Sakineh/Times si appella ad Ahmadinejad per fermare lapidazione

Sakineh/Times si appella ad Ahmadinejad per fermare lapidazione

Roma, 18 apr. (TMNews) – Il ‘Times’ si appella direttamente al presidente iraniano, Mahmoud Ahmadinejad, per risolvere il caso di Sakineh Ashtiani, la donna condannata alla lapidazione per adulterio e per il coinvolgimento nell’assassinio del marito, divenuta in tutto il mondo un simbolo nella lotta contro la pena di morte e l’oppressione.

Dalla rivoluzione verde del 2009, quando morirono almeno 30 persone nelle proteste di piazza per contestare la rielezione alla presidenza di Ahmadinejad, nessuna organizzazione britannica ha più potuto lavorare in Iran e i gruppi per la difesa dei diritti dell’uomo hanno continuato a denunciare i numerosi abusi perpetrati dal regime.

Nel fine settimana, il quotidiano inglese è riuscito a parlare con due persone molto vicine al presidente a proposito di diritti umani, delle relazioni tra i due Paesi e soprattutto del caso di Sakineh. Esfandiar Rahim-Mashaie, l’uomo dato per favorito nella corsa alla successione ad Ahmadinejad nel 2013, e Hamid Baghaie, il nuovo capo dello staff del presidente, hanno entrambi parlato con il ‘Times’ a Teheran, dopo la chiusura di una mostra dedicata a un manufatto persiano di 2.500 anni fa in prestito dal British Museum.

Rahim-Mashaie ha accettato una lettera scritta dal direttore del giornale e indirizzata ad Ahmadinejad, in cui gli viene chiesta un’intervista per parlare del caso di Sakineh. Comunque, Baghaie ha più tardi espresso quella che deve essere la posizione del governo, affermando che la lapidazione di Sakineh “renderebbe immune la nostra società” dai crimini per cui è stata condannata, aggiungendo che il caso della donna “non è importante”.

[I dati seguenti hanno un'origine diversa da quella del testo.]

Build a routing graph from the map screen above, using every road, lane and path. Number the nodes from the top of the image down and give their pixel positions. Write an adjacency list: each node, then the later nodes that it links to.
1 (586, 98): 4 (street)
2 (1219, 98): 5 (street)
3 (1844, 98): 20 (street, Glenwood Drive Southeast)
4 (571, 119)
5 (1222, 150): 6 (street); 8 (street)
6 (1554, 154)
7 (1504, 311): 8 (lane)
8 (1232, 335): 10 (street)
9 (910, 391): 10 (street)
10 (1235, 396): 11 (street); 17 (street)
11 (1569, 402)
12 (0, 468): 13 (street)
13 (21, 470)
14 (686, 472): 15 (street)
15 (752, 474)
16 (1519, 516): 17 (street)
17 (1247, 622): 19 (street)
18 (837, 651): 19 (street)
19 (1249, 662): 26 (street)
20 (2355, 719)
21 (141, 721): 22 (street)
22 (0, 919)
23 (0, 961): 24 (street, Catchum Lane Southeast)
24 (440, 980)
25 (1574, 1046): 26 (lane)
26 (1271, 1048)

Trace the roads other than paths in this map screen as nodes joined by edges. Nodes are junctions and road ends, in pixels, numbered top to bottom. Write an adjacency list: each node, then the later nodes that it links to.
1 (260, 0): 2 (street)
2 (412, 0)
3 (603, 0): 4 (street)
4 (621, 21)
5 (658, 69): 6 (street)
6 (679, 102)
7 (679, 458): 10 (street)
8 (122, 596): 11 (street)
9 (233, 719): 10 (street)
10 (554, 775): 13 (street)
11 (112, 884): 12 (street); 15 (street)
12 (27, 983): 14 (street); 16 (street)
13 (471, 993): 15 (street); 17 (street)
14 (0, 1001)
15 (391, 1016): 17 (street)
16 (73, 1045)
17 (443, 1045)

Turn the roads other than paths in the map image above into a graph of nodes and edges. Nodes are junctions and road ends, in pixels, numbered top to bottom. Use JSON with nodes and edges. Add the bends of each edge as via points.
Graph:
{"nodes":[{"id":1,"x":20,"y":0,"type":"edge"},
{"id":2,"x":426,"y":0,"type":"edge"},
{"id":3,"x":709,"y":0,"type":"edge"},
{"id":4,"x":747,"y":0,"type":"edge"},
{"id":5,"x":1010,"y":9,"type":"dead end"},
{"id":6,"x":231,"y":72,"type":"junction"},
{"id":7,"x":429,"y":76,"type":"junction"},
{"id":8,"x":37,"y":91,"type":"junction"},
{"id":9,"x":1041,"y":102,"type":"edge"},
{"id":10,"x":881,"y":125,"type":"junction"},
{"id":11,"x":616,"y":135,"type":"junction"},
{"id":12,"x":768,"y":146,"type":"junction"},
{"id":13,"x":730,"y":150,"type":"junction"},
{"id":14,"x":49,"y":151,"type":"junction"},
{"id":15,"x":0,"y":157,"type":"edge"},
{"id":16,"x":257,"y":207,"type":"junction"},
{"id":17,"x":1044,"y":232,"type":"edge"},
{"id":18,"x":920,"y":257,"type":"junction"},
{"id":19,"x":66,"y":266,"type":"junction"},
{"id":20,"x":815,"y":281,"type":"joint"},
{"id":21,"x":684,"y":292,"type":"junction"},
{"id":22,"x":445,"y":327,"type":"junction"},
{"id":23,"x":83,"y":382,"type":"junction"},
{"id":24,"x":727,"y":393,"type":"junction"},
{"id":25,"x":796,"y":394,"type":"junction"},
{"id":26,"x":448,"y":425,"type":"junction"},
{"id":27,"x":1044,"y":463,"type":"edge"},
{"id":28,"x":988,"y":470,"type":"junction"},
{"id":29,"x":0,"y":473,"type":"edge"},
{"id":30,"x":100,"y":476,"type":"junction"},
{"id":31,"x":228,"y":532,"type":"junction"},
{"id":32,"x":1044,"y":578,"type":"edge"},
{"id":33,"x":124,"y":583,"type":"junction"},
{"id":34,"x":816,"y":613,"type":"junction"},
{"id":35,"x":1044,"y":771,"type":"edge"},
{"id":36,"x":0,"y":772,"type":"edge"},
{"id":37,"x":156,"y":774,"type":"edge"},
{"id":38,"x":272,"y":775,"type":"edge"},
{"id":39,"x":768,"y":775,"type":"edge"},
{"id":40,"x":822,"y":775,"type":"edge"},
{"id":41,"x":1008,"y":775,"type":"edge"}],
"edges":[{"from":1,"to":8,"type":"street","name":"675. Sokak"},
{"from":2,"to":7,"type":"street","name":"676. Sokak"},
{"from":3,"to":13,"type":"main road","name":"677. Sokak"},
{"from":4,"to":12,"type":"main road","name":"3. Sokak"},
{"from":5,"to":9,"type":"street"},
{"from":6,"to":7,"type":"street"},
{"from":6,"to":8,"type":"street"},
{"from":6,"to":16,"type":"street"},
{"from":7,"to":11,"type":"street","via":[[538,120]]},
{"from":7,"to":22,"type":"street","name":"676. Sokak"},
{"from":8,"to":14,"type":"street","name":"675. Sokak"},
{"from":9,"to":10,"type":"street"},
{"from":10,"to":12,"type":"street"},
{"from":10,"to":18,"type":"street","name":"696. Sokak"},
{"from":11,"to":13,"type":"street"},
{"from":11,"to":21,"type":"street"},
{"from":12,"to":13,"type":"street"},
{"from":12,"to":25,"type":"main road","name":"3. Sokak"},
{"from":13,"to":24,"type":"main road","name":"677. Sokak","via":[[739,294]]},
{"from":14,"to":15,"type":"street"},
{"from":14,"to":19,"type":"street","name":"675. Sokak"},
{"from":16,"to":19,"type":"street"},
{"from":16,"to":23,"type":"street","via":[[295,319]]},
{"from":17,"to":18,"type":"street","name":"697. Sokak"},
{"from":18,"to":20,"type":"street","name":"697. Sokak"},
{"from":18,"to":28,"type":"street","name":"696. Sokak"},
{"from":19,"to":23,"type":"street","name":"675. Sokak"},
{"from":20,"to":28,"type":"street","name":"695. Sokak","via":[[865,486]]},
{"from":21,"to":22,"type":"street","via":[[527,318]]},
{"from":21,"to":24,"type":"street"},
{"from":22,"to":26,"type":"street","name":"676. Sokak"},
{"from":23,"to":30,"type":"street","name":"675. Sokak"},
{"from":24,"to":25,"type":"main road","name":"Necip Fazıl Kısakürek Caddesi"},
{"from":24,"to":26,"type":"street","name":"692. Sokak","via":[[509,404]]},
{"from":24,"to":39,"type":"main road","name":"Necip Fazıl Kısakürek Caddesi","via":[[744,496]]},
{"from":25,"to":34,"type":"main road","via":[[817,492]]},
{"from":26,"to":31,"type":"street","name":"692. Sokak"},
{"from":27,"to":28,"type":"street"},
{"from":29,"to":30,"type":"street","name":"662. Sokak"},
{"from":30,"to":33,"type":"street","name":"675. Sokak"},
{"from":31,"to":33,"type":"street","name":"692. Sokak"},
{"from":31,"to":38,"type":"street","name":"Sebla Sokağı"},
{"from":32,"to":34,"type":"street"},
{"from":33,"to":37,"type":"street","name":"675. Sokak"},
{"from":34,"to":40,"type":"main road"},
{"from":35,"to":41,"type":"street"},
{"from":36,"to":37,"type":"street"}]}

E’ da almeno un anno che i diplomatici britannici non riescono a parlare con queste due alte autorità iraniane. Il Times è riuscito a incontrarle grazie al canale culturale aperto dal British Museum, che ha prestato al museo nazionale iraniano di Teheran, per sette mesi, il ‘Cyrus Cylinder’ (il cilindro di Ciro), una tavola di argilla che contiene un’iscrizione in accadico che deve la propria notorietà al fatto di essere stata considerata il primo riconoscimento ufficiale dei diritti umani.